-------- LISTED ENTRIES --------

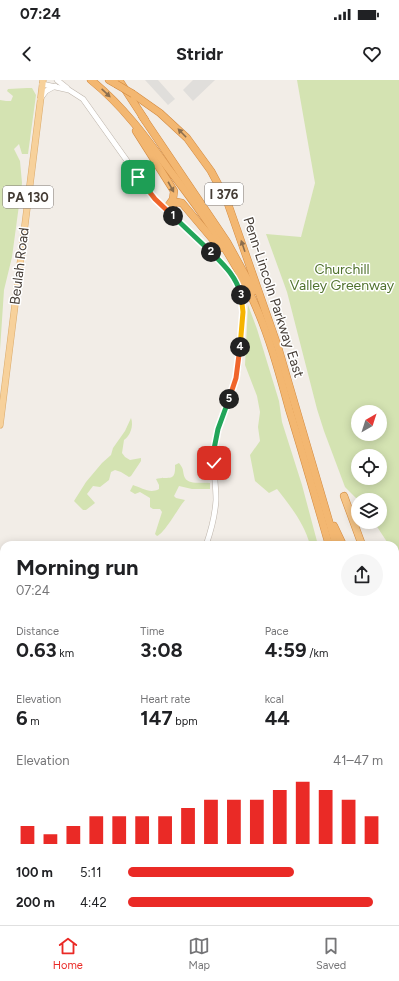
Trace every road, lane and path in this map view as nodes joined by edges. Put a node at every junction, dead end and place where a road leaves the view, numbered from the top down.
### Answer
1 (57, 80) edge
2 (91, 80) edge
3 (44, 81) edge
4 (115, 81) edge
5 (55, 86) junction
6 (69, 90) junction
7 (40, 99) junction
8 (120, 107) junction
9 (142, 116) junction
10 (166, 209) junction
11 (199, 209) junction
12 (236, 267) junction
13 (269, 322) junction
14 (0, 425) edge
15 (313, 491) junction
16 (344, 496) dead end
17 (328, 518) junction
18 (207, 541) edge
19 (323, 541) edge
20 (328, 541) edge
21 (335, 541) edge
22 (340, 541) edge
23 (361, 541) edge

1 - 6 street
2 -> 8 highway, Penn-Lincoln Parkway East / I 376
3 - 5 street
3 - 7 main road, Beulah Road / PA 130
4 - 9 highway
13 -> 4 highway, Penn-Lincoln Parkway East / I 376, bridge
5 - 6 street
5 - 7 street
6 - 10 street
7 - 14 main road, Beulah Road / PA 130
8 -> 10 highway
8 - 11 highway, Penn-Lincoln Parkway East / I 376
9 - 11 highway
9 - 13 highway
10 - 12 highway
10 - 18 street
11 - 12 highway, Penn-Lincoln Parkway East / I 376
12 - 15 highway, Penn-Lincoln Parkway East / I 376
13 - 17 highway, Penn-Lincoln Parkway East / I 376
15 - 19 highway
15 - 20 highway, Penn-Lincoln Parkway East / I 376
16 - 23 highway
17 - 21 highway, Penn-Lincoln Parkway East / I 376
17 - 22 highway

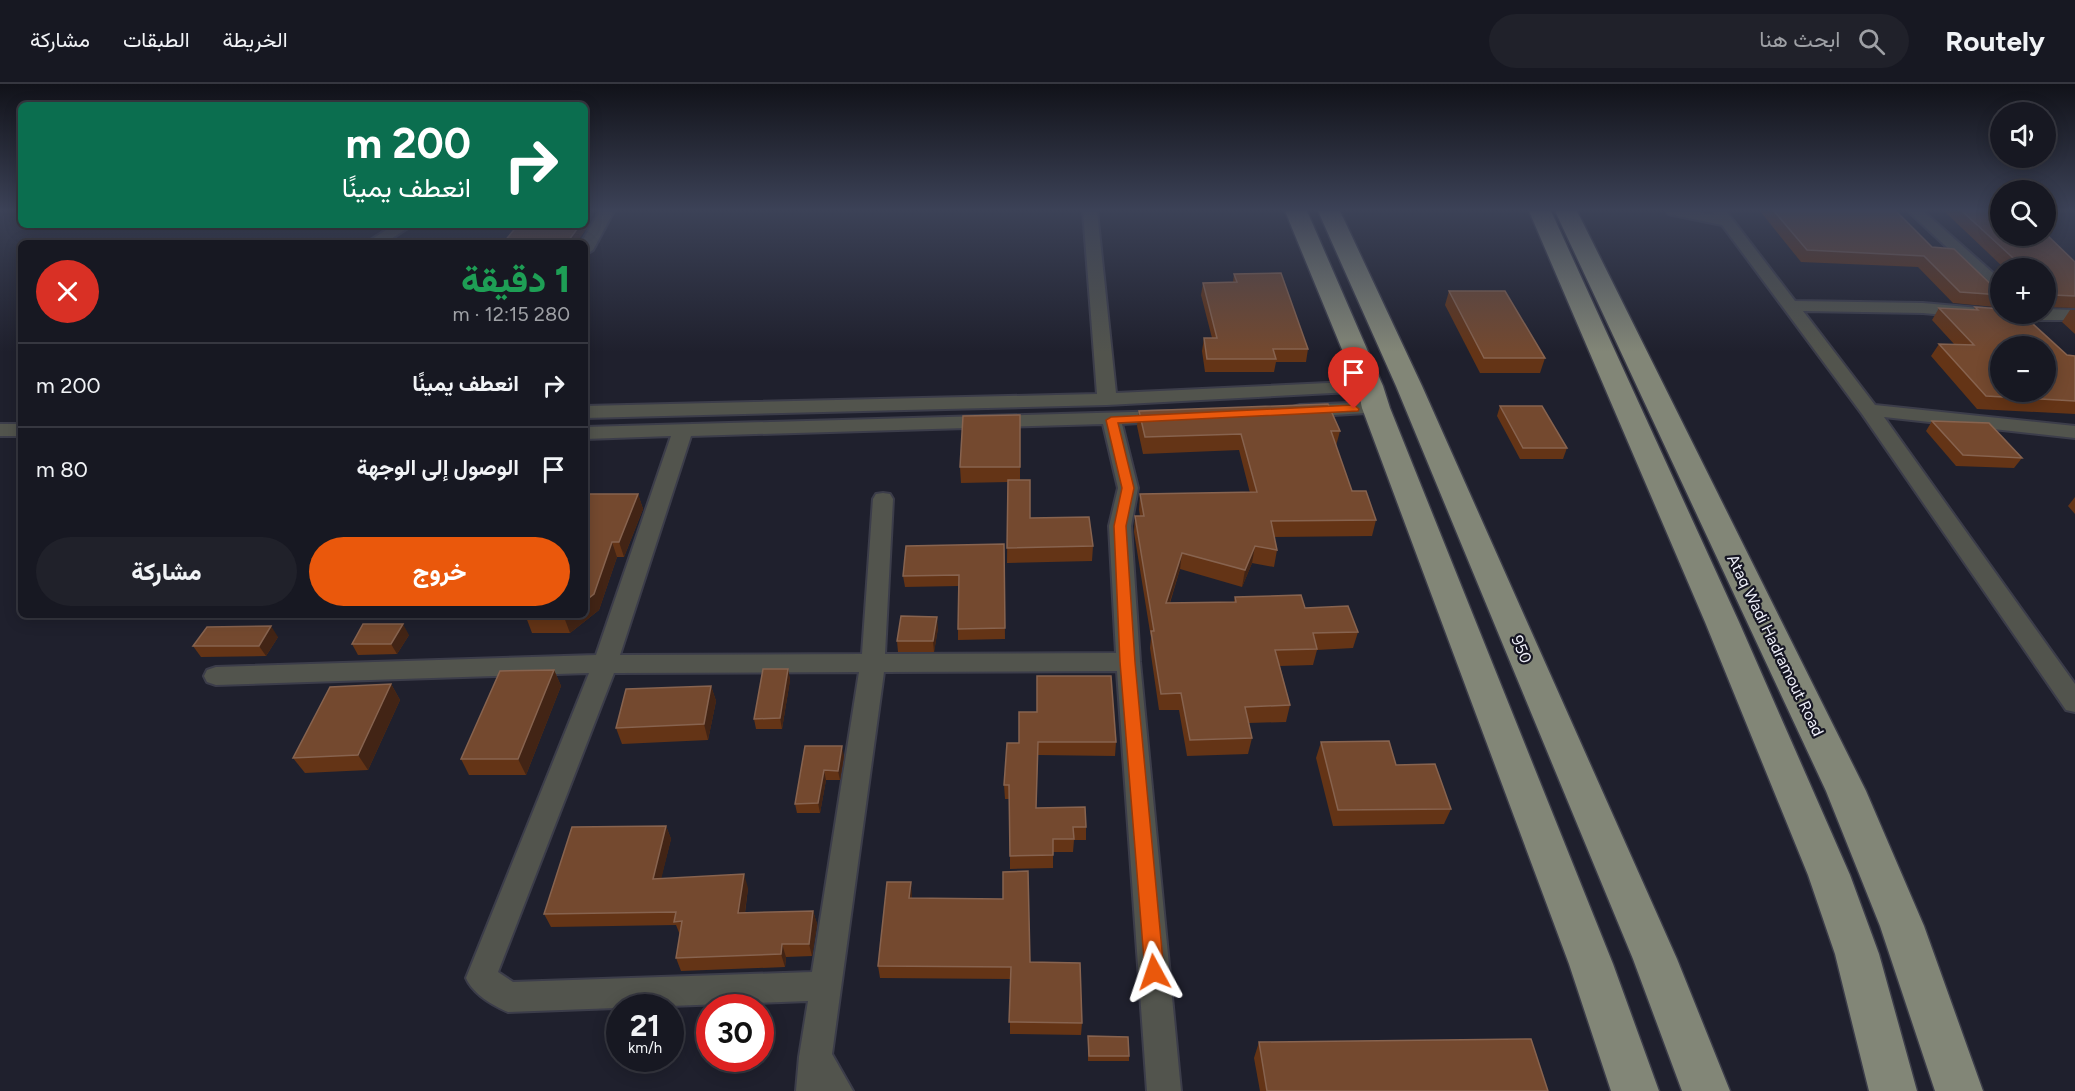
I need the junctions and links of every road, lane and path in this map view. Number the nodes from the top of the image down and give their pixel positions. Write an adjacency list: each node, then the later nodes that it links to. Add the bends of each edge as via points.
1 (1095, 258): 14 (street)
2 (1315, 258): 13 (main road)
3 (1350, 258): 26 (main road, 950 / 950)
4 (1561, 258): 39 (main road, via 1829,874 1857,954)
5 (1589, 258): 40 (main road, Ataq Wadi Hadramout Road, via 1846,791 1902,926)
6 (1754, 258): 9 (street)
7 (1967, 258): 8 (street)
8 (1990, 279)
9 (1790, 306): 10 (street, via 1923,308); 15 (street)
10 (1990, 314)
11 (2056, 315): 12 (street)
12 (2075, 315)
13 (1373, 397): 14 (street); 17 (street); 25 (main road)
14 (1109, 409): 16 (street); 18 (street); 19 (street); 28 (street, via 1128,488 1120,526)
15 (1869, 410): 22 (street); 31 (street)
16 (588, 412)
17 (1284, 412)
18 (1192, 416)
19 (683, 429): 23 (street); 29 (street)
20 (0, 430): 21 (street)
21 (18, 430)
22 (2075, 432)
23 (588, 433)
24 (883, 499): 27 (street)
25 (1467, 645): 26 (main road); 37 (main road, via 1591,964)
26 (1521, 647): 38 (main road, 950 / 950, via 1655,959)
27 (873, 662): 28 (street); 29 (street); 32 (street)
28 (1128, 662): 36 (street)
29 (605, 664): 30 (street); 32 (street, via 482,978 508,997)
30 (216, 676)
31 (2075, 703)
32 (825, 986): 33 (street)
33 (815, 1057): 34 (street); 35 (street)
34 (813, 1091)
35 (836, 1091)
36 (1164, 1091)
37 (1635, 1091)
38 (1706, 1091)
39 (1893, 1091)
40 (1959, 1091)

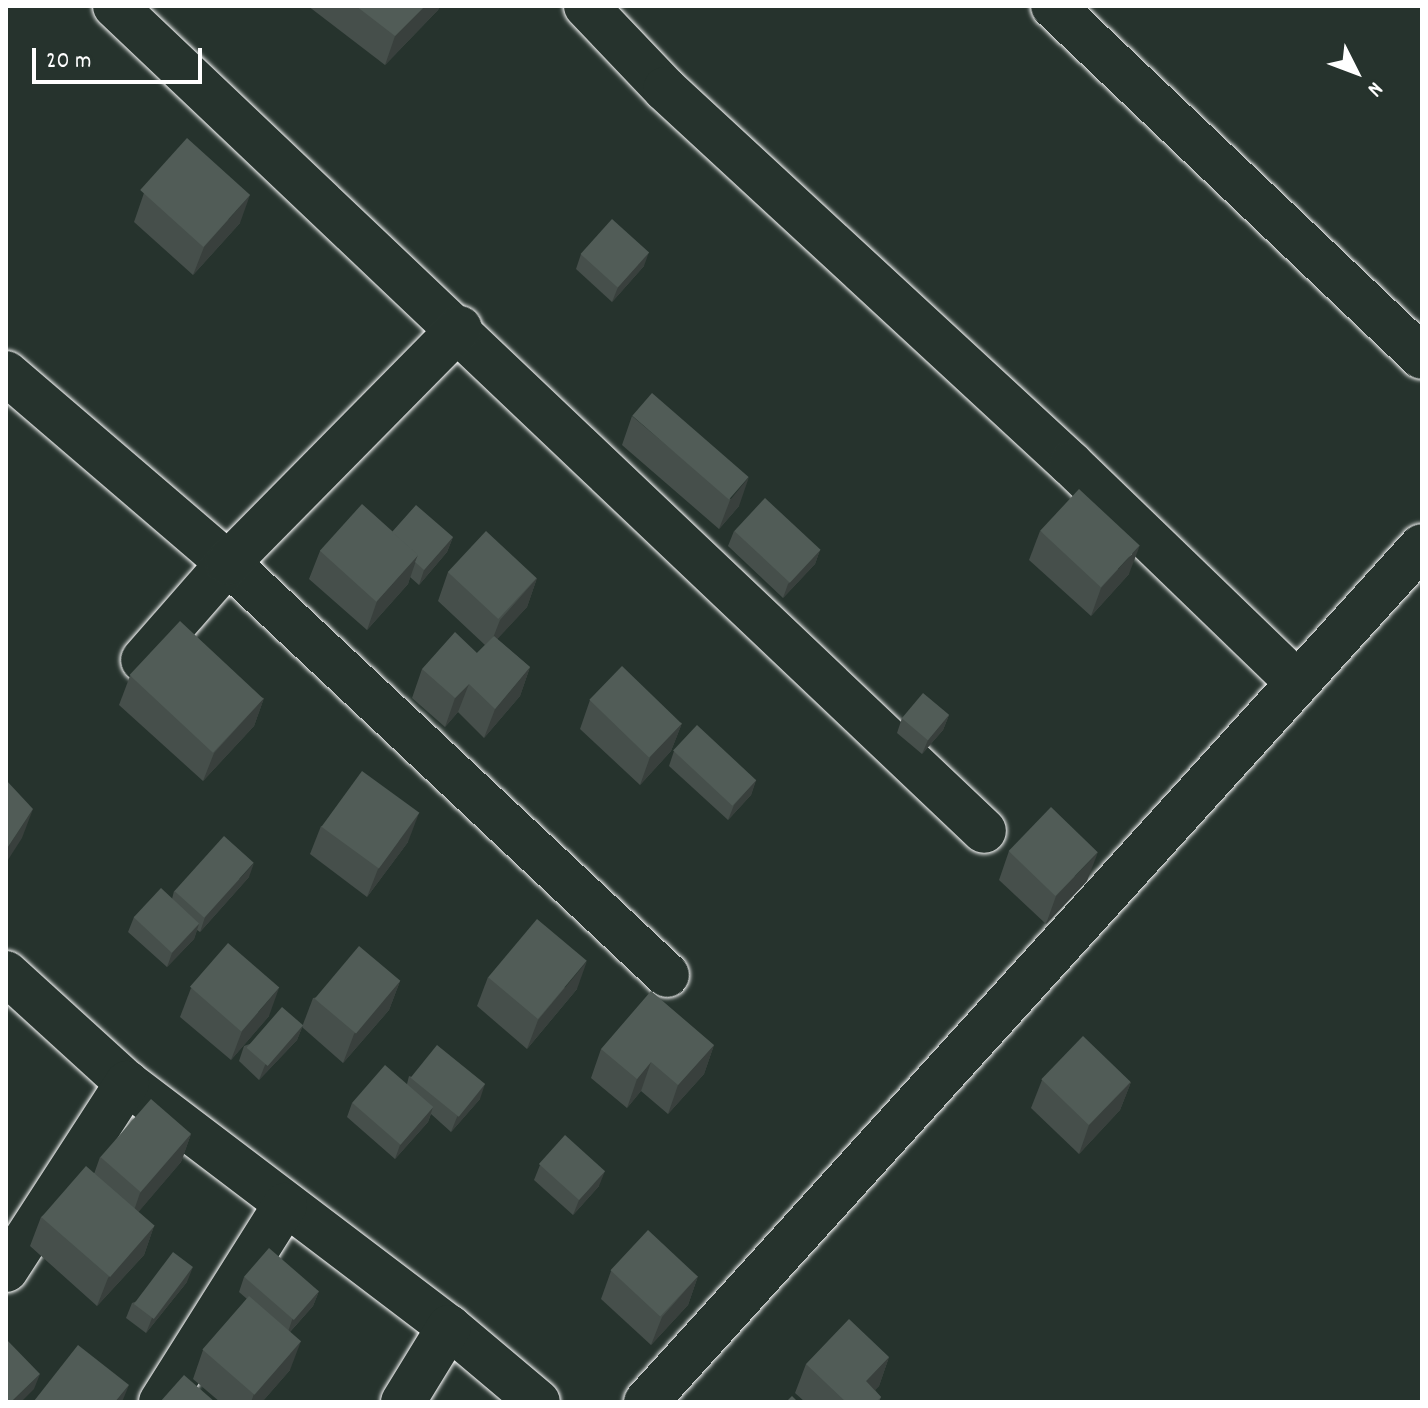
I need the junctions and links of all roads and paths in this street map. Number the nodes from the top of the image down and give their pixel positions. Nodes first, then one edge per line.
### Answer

--------

Return the data exactly as it stands, minus the pictures.

Trace every road, lane and path in this map view as nodes joined by edges. Put a node at every junction, dead end and place where a road leaves the view, numbered from the top down.
### Answer
1 (57, 80) edge
2 (91, 80) edge
3 (44, 81) edge
4 (115, 81) edge
5 (55, 86) junction
6 (69, 90) junction
7 (40, 99) junction
8 (120, 107) junction
9 (142, 116) junction
10 (166, 209) junction
11 (199, 209) junction
12 (236, 267) junction
13 (269, 322) junction
14 (0, 425) edge
15 (313, 491) junction
16 (344, 496) dead end
17 (328, 518) junction
18 (207, 541) edge
19 (323, 541) edge
20 (328, 541) edge
21 (335, 541) edge
22 (340, 541) edge
23 (361, 541) edge

1 - 6 street
2 -> 8 highway, Penn-Lincoln Parkway East / I 376
3 - 5 street
3 - 7 main road, Beulah Road / PA 130
4 - 9 highway
13 -> 4 highway, Penn-Lincoln Parkway East / I 376, bridge
5 - 6 street
5 - 7 street
6 - 10 street
7 - 14 main road, Beulah Road / PA 130
8 -> 10 highway
8 - 11 highway, Penn-Lincoln Parkway East / I 376
9 - 11 highway
9 - 13 highway
10 - 12 highway
10 - 18 street
11 - 12 highway, Penn-Lincoln Parkway East / I 376
12 - 15 highway, Penn-Lincoln Parkway East / I 376
13 - 17 highway, Penn-Lincoln Parkway East / I 376
15 - 19 highway
15 - 20 highway, Penn-Lincoln Parkway East / I 376
16 - 23 highway
17 - 21 highway, Penn-Lincoln Parkway East / I 376
17 - 22 highway

I need the junctions and links of every road, lane and path in this map view. Number the nodes from the top of the image down and give their pixel positions. Write an adjacency list: each node, then the later nodes that it links to. Add the bends of each edge as via points.
1 (1095, 258): 14 (street)
2 (1315, 258): 13 (main road)
3 (1350, 258): 26 (main road, 950 / 950)
4 (1561, 258): 39 (main road, via 1829,874 1857,954)
5 (1589, 258): 40 (main road, Ataq Wadi Hadramout Road, via 1846,791 1902,926)
6 (1754, 258): 9 (street)
7 (1967, 258): 8 (street)
8 (1990, 279)
9 (1790, 306): 10 (street, via 1923,308); 15 (street)
10 (1990, 314)
11 (2056, 315): 12 (street)
12 (2075, 315)
13 (1373, 397): 14 (street); 17 (street); 25 (main road)
14 (1109, 409): 16 (street); 18 (street); 19 (street); 28 (street, via 1128,488 1120,526)
15 (1869, 410): 22 (street); 31 (street)
16 (588, 412)
17 (1284, 412)
18 (1192, 416)
19 (683, 429): 23 (street); 29 (street)
20 (0, 430): 21 (street)
21 (18, 430)
22 (2075, 432)
23 (588, 433)
24 (883, 499): 27 (street)
25 (1467, 645): 26 (main road); 37 (main road, via 1591,964)
26 (1521, 647): 38 (main road, 950 / 950, via 1655,959)
27 (873, 662): 28 (street); 29 (street); 32 (street)
28 (1128, 662): 36 (street)
29 (605, 664): 30 (street); 32 (street, via 482,978 508,997)
30 (216, 676)
31 (2075, 703)
32 (825, 986): 33 (street)
33 (815, 1057): 34 (street); 35 (street)
34 (813, 1091)
35 (836, 1091)
36 (1164, 1091)
37 (1635, 1091)
38 (1706, 1091)
39 (1893, 1091)
40 (1959, 1091)

I need the junctions and links of all roads and paths in this street map. Number the nodes from the top of the image down and give their pixel positions. Nodes first, then one edge per line.
### Answer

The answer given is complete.